U.S. chefs know better but the regular consumer shopping at the supermarket just doesn’t know that the larger, thicker asparagus spears are the best-tasting ones.
Rick Durkin, director of business development for Crystal Valley Foods, based in Miami, said top U.S. chefs will pay a premium for jumbo and extra-large asparagus spears but U.S. consumers typically need a discount to buy that size. He said that is not the case in Europe, where the larger spears are a sought-after commodity.
“If I have four containers left (of the larger spears) after I finish servicing chefs, I have customers in Europe that will take them in a minute,” he said.
Durkin said the industry is partially to blame because it has not done a good job merchandising this product to the consumer. He said the industry’s advertising as well information on packages and recipe tags should tout the larger sizes and teach consumers how to use them. He said an effort should also be made to educate retail buyers and merchandisers who also toil under the misperception that the thin spears are the best. “Bigger really is better,” he quipped.
Durkin explained that each spear has the same number of fibers running the length of the spear whether it is pencil thin or as thick as a Magic Marker. “If it is thin, it has a greater percentage of fibrous material. If it is thick it has more meat or vegetable tissue, which makes it more tender when you cook it.
While most chef know this, Durkin said many still undercook it, especially when grilling. “You have to cook it like a good steak,” he said. “It needs 10 to 12 minutes on the grill. If you do that, the sugars in the asparagus will caramelize and it can taste like a shiitake mushroom.”
While these previous paragraphs might seem more like a culinary lesson than a merchandising tip from a produce supplier, they do have applicability in the marketing of Peruvian asparagus. Maybe because Europeans have been eating the better, more-tender spears, green asparagus sales in that part of the world have been growing tremendously. This additional market for Peru’s growers and shippers has increased the demand for their product and caused it to be higher priced in the United States. “The European market is very strong right now,” Durkin said. “Because of the exchange rate, Peruvian shippers get more bang for their buck by going to Europe, and the demand is up.”
As a company, Durkin said Crystal Valley is focused on the U.S. market but the European understanding of larger sizes does give him an outlet for that product when it is in abundance. The firm’s focus on servicing the entire United States was never more evident than last fall when Crystal Valley opened an office on the Los Angeles Wholesale Produce Market. Durkin said the office, its loading dock and a companion loading dock farther north in Salinas, CA, allow the company to service its customers from Miami, Los Angeles and Salinas.

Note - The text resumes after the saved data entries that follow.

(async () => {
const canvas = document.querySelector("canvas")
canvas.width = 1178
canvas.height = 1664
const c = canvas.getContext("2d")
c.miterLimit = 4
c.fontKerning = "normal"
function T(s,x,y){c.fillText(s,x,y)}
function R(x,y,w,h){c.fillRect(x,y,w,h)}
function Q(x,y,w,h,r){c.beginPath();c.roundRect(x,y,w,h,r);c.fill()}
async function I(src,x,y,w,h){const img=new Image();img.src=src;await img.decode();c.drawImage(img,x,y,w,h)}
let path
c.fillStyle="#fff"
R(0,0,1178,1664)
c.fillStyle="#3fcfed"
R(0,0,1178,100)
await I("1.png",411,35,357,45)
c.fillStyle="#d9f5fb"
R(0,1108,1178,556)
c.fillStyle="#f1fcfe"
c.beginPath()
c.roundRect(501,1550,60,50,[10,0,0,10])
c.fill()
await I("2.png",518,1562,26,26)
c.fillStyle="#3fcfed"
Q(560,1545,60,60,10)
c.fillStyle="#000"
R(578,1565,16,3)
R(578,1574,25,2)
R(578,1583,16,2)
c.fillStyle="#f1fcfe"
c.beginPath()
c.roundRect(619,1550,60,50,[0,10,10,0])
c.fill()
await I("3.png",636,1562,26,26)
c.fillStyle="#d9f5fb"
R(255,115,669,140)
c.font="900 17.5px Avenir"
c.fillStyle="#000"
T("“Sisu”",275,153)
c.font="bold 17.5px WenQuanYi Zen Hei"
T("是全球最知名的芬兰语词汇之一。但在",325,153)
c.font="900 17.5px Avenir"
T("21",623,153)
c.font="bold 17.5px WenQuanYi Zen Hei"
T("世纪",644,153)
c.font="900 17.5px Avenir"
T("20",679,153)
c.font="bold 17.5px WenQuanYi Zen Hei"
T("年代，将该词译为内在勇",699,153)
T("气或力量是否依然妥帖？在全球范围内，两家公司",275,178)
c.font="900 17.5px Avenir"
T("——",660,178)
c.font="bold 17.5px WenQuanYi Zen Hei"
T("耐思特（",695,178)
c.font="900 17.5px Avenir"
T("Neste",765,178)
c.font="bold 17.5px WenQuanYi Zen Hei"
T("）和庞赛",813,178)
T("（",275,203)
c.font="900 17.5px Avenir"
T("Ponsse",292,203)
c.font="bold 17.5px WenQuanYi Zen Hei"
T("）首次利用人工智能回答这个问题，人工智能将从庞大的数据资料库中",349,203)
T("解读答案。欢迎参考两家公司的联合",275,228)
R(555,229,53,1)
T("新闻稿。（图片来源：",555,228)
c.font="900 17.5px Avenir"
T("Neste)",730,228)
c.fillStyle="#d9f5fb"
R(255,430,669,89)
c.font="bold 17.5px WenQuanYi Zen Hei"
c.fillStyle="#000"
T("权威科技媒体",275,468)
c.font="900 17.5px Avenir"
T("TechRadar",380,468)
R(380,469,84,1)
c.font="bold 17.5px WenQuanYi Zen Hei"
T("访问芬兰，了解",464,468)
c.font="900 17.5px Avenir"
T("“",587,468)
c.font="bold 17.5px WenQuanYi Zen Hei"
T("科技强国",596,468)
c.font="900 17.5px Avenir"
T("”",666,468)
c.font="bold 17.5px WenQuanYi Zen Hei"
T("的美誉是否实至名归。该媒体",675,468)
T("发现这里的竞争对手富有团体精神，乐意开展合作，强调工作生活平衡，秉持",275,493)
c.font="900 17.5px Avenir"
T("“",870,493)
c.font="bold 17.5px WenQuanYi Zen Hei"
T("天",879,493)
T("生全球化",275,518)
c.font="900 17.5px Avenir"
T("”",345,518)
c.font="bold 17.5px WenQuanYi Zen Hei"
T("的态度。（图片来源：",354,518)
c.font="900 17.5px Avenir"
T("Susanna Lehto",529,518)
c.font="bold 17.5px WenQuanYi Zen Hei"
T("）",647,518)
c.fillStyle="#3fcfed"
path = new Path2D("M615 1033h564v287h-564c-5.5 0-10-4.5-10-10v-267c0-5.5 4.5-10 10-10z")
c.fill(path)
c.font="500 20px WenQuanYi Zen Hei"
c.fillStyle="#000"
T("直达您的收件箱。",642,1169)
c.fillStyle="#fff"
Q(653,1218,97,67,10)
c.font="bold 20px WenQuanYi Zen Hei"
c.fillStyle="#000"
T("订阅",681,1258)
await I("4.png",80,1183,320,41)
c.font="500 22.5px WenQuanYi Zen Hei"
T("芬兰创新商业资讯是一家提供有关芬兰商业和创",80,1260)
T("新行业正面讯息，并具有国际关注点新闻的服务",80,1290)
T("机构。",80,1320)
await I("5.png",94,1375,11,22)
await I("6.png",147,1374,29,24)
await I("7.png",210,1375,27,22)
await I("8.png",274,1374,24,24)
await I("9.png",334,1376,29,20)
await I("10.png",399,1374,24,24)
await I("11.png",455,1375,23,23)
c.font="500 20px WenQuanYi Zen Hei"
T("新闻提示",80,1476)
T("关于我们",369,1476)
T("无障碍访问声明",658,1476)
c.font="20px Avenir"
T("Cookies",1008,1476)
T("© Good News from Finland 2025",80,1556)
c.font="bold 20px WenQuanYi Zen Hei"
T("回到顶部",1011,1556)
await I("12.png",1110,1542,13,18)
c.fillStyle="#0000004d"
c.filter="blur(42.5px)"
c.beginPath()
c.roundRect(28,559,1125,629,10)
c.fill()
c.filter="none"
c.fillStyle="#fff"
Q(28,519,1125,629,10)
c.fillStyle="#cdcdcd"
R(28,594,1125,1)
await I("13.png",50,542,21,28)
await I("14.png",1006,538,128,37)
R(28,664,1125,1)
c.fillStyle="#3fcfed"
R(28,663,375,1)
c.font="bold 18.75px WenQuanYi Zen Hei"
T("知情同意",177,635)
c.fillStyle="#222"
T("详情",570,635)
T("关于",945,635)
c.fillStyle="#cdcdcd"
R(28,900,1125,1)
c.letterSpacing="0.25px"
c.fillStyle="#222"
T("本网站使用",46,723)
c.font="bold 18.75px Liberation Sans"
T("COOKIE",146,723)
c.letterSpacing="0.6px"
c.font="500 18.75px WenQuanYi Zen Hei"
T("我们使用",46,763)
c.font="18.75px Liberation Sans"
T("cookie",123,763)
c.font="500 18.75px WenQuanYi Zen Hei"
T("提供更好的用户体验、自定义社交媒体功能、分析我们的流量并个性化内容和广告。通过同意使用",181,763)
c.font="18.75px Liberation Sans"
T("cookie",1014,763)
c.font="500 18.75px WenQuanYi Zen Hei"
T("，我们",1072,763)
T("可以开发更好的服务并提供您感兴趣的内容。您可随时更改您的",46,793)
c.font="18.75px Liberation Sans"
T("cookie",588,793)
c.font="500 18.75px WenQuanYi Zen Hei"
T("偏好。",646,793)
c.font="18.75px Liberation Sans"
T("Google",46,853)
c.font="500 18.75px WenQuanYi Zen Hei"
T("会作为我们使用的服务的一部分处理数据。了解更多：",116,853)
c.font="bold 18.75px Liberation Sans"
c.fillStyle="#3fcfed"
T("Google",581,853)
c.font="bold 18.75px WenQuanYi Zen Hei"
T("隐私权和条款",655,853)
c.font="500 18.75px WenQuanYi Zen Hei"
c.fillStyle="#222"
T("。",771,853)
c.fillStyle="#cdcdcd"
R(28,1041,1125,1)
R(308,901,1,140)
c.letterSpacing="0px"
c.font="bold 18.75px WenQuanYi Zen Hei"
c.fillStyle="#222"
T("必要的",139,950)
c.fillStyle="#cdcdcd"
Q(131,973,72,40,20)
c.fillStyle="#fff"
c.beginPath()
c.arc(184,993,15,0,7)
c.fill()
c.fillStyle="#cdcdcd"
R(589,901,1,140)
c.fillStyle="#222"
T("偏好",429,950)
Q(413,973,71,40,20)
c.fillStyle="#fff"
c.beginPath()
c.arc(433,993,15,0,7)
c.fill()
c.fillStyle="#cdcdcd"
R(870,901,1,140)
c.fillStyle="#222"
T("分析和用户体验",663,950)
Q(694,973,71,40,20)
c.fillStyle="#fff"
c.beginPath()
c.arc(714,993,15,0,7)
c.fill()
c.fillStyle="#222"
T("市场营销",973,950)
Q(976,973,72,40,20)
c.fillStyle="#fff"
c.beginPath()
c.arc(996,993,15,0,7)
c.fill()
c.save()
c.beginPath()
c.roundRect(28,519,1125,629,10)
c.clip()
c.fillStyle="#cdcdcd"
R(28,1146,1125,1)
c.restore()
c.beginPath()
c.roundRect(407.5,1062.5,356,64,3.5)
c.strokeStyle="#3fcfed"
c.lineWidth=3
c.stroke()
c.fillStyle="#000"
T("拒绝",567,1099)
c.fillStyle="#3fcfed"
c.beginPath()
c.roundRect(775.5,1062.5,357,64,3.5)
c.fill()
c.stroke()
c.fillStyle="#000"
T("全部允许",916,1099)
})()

Most of the company’s asparagus is flown into Miami, and then fumigated and certified before it is trucked to the West Coast or delivered directly to customers throughout the country. “We have had direct lift (airfreighting) to L.A., but in many cases we get it there faster by coming through Miami and team trucking it to L.A. in three days.”

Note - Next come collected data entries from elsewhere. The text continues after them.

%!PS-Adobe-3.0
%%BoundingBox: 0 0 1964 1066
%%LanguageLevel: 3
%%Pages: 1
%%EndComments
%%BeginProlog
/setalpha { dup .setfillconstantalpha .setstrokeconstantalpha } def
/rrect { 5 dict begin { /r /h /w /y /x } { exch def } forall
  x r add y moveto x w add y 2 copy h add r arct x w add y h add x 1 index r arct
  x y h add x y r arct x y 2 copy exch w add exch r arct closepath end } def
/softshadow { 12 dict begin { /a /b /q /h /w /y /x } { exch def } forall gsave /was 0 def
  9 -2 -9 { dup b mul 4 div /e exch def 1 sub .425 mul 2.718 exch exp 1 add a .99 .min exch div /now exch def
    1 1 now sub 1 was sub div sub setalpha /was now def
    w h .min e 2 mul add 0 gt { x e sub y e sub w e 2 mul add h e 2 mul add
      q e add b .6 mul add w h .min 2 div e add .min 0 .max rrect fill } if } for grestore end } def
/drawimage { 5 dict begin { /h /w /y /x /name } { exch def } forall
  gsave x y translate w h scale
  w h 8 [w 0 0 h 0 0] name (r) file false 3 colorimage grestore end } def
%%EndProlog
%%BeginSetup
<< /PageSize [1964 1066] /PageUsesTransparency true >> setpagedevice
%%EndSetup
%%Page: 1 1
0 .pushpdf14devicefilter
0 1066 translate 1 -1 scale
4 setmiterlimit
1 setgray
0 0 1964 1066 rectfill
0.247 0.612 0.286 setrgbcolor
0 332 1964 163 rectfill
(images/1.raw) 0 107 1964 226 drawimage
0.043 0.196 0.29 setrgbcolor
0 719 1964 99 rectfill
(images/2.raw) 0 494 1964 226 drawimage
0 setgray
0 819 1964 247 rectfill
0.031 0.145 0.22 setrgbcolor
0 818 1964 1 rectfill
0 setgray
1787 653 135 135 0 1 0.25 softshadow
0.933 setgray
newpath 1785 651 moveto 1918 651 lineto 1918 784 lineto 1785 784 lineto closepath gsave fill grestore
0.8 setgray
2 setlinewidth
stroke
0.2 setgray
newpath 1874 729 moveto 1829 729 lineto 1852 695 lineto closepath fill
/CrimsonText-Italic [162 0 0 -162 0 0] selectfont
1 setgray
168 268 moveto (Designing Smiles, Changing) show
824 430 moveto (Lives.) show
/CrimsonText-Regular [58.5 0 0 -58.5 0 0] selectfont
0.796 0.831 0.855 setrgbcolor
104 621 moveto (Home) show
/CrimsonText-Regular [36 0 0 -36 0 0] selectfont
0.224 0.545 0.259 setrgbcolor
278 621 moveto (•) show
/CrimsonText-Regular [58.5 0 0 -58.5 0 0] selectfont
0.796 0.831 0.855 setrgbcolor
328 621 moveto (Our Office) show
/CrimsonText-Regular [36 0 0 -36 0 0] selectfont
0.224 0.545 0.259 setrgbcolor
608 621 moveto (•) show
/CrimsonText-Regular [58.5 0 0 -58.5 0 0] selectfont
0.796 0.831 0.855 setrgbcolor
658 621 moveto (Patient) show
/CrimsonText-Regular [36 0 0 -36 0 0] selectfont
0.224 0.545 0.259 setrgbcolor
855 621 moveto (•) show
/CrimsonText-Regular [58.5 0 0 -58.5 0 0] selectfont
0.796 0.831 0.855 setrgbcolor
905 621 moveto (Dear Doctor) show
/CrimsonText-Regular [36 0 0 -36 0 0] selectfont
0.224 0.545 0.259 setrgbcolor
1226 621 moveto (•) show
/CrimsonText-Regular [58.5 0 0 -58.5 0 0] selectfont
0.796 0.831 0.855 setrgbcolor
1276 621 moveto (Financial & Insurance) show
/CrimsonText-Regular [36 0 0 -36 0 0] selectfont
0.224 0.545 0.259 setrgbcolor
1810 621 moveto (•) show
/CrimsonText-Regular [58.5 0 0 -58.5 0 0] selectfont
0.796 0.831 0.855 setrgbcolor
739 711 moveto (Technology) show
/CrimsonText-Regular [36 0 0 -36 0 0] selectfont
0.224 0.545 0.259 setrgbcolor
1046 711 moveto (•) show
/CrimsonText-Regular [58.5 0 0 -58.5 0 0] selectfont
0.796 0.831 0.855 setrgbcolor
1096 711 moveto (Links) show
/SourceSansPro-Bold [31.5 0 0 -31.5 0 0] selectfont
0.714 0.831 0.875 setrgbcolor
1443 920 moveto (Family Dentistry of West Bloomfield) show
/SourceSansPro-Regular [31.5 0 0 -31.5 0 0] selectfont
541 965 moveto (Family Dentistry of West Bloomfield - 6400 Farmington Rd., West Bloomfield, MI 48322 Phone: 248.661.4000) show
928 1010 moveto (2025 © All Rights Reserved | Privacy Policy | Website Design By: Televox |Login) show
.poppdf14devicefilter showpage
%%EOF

He said there is not very much air freight capacity from Peru to Los Angeles and what is available is expensive. The Los Angeles office is staffed by several sales and sourcing specialists, including Sales Manager Brian Douglas and his team: Marcelino Valencia, sales; Bernadette Berumen, sales; Anthony Feria, sales coordinator; and Hector Carillo, market sales.
Besides offering more sales opportunities, Crystal Valley used the Southern California team as a conduit to sourcing product in Mexico and California. While Peruvian asparagus continues to be the company’s number one product, Durkin said the firm has seen growth in products such as bok choy, snow peas and French beans. “Twenty years ago, Peruvian asparagus represented 90 percent of our volume; today we have grown that volume to 1.5 million cartons, but it is probably only 40 percent of our business.”